Without fail, there are two things America can be counted on to consistently produce: lazy individuals and "good people." It's a safe bet that a good percentage of America consists of your average non-littering, non-baby-seal-clubbing, charity-donating "good" person. Data has proven that Americans are big givers. In addition to this, we also feed the children, build habitats for humanity, seek international amnesty, give the world vision, treat animals ethically, and assemble corps of peace. And as if that weren't enough, we even recycle. Boy aren't we good!

Yet in all our "good doing," one has to wonder why we still can't shake this pesky crime problem.

Recently, the media has reported on the "goodness" of two very disturbed individuals. It seems that not only do bad things happen to "good people," but "good people" do bad things.

This past Friday, 33-year-old rape suspect Brian Nichols saw fit to exonerate himself by opening fire in an Atlanta courtroom, killing at least three people.

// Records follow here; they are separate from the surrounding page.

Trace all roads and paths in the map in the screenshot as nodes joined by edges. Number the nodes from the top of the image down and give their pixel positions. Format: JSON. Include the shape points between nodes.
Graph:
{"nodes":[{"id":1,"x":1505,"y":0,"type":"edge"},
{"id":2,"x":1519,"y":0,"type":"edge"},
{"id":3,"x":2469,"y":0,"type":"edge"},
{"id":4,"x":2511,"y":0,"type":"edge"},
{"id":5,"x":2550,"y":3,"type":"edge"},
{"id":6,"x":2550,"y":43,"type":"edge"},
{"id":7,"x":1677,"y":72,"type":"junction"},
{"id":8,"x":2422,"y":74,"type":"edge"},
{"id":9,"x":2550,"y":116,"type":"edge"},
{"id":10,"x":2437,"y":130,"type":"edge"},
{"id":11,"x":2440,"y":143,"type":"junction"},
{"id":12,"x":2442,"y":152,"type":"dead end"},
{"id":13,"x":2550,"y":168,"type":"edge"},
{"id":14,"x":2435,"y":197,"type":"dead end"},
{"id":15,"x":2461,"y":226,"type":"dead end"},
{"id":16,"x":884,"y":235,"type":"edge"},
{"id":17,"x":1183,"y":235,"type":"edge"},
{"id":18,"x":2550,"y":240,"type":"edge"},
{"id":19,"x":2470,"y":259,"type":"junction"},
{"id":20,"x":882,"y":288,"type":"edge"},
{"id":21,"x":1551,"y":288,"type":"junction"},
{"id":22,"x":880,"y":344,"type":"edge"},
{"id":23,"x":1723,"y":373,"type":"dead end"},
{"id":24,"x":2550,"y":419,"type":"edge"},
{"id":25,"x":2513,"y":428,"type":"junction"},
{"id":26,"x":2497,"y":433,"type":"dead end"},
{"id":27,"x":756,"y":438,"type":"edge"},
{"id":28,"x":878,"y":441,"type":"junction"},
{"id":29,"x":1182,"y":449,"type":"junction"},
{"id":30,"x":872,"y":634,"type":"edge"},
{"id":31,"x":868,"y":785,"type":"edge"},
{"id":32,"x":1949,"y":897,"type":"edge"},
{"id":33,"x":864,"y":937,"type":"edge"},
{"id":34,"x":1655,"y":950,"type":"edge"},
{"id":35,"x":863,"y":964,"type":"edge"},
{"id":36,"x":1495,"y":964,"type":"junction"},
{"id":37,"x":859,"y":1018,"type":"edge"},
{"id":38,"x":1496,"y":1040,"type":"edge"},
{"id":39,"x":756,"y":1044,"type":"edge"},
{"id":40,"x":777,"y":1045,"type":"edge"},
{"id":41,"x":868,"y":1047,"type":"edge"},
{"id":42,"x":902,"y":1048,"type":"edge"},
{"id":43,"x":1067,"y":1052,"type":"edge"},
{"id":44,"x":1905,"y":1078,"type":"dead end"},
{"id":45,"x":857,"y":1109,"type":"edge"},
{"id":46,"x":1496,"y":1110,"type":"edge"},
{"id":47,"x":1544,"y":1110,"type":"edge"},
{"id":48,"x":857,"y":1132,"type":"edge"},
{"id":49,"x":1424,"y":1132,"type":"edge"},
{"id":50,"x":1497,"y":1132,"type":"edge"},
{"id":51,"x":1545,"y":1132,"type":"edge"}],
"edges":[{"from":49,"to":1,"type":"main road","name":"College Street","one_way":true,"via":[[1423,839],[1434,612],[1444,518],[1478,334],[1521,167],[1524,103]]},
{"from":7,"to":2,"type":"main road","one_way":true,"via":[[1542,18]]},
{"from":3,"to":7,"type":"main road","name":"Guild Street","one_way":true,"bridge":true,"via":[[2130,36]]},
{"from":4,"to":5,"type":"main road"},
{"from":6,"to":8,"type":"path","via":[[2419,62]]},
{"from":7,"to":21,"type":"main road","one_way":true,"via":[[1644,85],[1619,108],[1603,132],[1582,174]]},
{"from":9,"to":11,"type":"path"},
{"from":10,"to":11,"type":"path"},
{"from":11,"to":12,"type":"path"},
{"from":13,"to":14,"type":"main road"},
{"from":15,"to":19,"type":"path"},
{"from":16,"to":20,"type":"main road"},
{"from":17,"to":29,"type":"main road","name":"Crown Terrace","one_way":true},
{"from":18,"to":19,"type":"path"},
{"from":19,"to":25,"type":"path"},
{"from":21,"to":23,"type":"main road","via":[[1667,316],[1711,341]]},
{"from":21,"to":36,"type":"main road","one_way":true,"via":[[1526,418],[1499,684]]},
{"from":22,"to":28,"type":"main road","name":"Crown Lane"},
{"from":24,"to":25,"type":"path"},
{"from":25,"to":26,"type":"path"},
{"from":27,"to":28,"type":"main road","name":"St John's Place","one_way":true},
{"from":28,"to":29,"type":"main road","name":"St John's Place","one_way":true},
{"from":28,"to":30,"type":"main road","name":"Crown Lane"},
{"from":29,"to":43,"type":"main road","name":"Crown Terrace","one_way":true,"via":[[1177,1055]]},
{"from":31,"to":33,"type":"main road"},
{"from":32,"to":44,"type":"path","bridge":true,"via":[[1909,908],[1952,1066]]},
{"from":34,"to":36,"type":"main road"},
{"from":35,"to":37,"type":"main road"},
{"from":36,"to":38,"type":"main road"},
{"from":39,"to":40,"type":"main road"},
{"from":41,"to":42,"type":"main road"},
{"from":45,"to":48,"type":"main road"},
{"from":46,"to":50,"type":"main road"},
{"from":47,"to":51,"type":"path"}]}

While Nichols has mostly been painted as a heartless criminal by the media, his family is alleging that his character is completely the opposite of what's been depicted. Indeed, there is little evidence that Nichols is the hardened criminal that's been presented, save 1989-1990, when Nichols was arrested three separate times on the campus of his Eastern Pennsylvania university for harassment, disorderly conduct and such. Still, Nichols's family contends that he just "snapped." The AP reports:

Felisza Nichols says the portrait of her 33-year-old brother-in-law as a bloodthirsty killer doesn't make sense.

"He's a good person," she said. "He didn't come from a broken home. He's not a person who hung out in the streets and was always in jail. He came up living a good life."

Did you know that coming from a two-parent home automatically makes you a good person?--Apparently so does being a churchgoer.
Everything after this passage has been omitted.